No era este el estilo en mi tierna infancia. La primera comunión se hacía un par de años antes, con siete. Fui monaguillo casi desde siempre, podríamos decir, porque dos años antes de la
comunión ya ejercía el oficio de acólito con don Diego, el sempiterno párroco de mi pueblo, sin que este objetase reparos canónicos que lo impidiese y yo debía ser constante en mis tareas,
bien mandado y ejercer mi encomienda a plena satisfacción. La influencia de mi diligente hermano, mayor que yo y ya seminarista, y la frecuente invitación a merendar de mi madre al párroco,
que vivía solo, también debieron influir en la conservación de la tarea. Me acuerdo con todo detalle e intensidad en la celebración del día en que recibí por primera vez con todas las
ceremonias, la que entonces se llamaba plenamente, el Santísimo Sacramento. Lo hago presente todo ahora con precisión, emoción y el mayor júbilo. La preparación tanto de la iglesia como de
la escuela, concisa y sistemática, se seguía con obediencia, eficacia y aprovechamiento. En la puerta de la casa vecina a la iglesia de Pepe –el de las maestras– Paredes y su bicicleta, el
mítico e inmortalizador fotógrafo de mis mayores momentos sublimes y de todo mi pueblo de Güevéjar montaba su estudio fotográfico en el que en un momento todos estábamos listos y salíamos,
uno por uno, para pasar a la posteridad. El traje, imperecedero, que recuerdo modelo único, gris para nosotros, blanco para las niñas, no dejaba de prestar servicio año tras año pero
impecable siempre, especialmente si de un uso a otro pasaba por las manos de mi madre, costurera excepcional, que con sus arreglos mejoraba la prenda. Todo lo que tenía arreglo, lo tenía,
porque el largo de mis pantalones eran así y el retratista no nos dejó mentir. Los accesorios y complementos, todos perfectos: camisa, pajarita y zapatos blancos; librito de oración,
rosario, crucifijo y ramo imperecedero de flores, todo impoluto, sin deterioro en la ceremonia en que las mozuelas procuraban que liturgias y cantos resaltaran con su mayor esplendor.

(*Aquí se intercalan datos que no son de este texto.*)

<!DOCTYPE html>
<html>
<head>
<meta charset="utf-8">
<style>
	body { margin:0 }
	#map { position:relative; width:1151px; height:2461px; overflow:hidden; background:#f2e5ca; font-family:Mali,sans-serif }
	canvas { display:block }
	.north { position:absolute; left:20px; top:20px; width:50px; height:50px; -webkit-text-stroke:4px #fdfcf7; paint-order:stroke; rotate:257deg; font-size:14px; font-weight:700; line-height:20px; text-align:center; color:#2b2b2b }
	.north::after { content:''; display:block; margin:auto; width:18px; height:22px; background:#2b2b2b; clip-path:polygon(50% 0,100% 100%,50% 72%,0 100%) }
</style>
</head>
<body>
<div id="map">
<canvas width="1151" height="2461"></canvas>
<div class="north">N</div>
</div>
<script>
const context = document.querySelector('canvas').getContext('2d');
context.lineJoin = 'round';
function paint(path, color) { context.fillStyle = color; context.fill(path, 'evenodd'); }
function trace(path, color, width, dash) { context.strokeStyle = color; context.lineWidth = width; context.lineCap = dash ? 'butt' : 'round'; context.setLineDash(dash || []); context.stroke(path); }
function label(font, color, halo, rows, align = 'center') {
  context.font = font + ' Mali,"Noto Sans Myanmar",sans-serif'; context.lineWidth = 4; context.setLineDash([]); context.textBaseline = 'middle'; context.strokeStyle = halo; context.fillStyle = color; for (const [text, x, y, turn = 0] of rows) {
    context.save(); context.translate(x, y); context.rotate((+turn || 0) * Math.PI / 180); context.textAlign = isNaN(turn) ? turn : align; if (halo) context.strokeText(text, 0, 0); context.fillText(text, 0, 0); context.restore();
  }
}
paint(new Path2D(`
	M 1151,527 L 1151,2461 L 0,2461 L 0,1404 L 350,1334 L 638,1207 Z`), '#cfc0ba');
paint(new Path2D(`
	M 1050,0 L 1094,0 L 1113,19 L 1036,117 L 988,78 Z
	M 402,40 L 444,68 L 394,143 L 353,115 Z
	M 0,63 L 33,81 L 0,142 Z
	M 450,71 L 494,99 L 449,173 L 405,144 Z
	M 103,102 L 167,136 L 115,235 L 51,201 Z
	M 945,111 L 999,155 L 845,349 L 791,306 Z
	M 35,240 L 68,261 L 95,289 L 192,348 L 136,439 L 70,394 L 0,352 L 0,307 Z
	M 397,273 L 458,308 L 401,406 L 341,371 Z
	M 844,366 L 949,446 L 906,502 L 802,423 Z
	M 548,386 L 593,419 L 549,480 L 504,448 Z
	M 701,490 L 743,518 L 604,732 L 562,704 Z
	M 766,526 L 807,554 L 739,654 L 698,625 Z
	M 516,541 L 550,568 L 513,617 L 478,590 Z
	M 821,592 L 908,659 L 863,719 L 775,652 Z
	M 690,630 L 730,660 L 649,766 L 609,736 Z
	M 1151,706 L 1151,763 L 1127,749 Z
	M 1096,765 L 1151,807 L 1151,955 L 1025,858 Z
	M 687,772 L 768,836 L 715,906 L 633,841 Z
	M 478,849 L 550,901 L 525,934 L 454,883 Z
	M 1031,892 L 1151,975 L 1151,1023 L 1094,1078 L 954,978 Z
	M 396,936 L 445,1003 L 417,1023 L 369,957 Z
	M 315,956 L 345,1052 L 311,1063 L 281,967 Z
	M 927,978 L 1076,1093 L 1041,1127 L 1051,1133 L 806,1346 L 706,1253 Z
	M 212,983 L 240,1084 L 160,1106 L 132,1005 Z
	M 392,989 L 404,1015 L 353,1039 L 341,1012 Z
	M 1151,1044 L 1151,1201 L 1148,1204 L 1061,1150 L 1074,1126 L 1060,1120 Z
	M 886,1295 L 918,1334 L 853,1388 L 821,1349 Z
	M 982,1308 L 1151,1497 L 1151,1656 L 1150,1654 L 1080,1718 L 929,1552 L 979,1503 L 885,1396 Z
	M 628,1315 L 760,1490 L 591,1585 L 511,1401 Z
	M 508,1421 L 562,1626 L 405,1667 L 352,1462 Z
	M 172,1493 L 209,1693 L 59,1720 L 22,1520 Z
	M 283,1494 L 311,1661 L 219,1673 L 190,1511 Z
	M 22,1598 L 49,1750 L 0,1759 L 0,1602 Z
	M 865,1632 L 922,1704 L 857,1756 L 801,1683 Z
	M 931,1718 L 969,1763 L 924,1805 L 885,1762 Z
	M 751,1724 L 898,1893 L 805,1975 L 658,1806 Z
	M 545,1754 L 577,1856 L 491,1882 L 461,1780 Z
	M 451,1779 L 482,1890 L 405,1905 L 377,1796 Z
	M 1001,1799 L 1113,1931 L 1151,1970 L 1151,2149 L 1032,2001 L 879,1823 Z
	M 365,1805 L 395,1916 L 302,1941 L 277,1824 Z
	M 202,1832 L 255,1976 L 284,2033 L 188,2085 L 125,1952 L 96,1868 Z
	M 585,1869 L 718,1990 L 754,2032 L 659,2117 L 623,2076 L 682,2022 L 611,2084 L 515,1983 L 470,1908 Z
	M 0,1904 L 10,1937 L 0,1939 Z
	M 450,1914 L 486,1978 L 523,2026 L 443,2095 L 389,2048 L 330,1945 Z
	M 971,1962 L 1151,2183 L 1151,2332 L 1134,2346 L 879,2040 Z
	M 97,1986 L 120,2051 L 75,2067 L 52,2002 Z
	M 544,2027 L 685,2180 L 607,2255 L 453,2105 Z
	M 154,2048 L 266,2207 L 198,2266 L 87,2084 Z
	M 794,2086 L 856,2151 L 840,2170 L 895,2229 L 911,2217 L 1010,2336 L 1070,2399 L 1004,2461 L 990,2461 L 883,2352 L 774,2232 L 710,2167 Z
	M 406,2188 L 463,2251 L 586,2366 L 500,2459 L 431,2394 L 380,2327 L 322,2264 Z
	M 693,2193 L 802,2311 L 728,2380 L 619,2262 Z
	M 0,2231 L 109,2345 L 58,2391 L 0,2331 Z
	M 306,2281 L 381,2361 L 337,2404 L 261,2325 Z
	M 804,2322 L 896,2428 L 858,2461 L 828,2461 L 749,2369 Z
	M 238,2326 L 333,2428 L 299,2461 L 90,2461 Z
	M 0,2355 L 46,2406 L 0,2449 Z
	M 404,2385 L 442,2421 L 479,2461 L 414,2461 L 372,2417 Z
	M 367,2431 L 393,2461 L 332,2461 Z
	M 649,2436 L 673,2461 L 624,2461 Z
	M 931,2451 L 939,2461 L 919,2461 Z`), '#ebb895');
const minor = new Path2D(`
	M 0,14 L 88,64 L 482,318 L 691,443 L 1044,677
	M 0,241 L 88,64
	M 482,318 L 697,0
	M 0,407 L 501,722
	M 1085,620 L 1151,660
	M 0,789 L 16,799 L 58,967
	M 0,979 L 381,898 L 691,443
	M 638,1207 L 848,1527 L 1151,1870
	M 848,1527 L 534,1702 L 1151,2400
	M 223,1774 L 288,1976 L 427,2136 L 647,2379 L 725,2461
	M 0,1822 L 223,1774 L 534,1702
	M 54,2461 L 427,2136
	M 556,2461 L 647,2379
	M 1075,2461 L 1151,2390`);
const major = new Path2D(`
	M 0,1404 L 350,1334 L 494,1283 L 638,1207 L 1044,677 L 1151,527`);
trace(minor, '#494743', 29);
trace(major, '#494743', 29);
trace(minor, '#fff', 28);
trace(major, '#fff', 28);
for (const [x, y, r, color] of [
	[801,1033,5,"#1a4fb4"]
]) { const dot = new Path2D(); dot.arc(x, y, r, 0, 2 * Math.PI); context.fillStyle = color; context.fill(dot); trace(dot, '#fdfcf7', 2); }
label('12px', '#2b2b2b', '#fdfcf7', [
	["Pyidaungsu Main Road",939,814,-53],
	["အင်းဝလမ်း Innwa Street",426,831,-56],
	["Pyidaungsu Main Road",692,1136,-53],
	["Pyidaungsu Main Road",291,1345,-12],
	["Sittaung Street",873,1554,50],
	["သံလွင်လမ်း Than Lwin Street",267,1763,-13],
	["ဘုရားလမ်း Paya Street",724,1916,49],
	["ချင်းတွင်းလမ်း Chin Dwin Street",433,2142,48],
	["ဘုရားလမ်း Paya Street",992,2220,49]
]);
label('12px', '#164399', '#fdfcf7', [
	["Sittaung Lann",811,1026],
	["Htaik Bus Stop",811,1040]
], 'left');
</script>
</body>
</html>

Cesaban los actos generales de las comuniones en mi pueblo con un desayuno espléndido en el colegio con chocolate y bollos de pomposa ceremonia y de alegría compartida por igual. Luego
vendría, al mediodía, junto al almuerzo doméstico, que si siempre era espléndido y sabroso por la pericia como cocineras de mi madre y mi tía Antonia, en estas solemnidades era imposible ya
más festejos y sabores de tantos platos y dulces. Ni que decir tiene que se empezaba un jamón de los cerdos que nosotros criábamos y que la orza de la matanza no se encontraba mermada. Leche
frita, arroz con leche, natillas y torrijas, aunque no fuera Semana Santa, tenían repleto el aparador. Tampoco hay que decir que las gachas, en esta ocasión más picantes, presidían.
Acompañar también al párroco en otras frecuentes y complementarias tareas a las de acólito era fiesta para mí. Enumero algunas y sigo hasta que me quede espacio: abrir y cerrar la puerta de
la iglesia, mantener siempre encendida la lamparilla de las ánimas, darle algún recado o hacerle algún ruego –aunque pocos admitía a su peculiar doméstica Angustias–, hacer toques diarios de
campana, repicar, acompañar a don Diego a Calicasas –en burra y pronto en la furgoneta del estanquero; no fumaba el sacerdote, era para retirar la compra del súper, que también en este
comercio hacía–. Aquí lo hemos ya de dejar. Yo me encontraba, nunca mejor dicho, como en la misma gloria, en todas las encomiendas asignadas. 'Deo gratias'.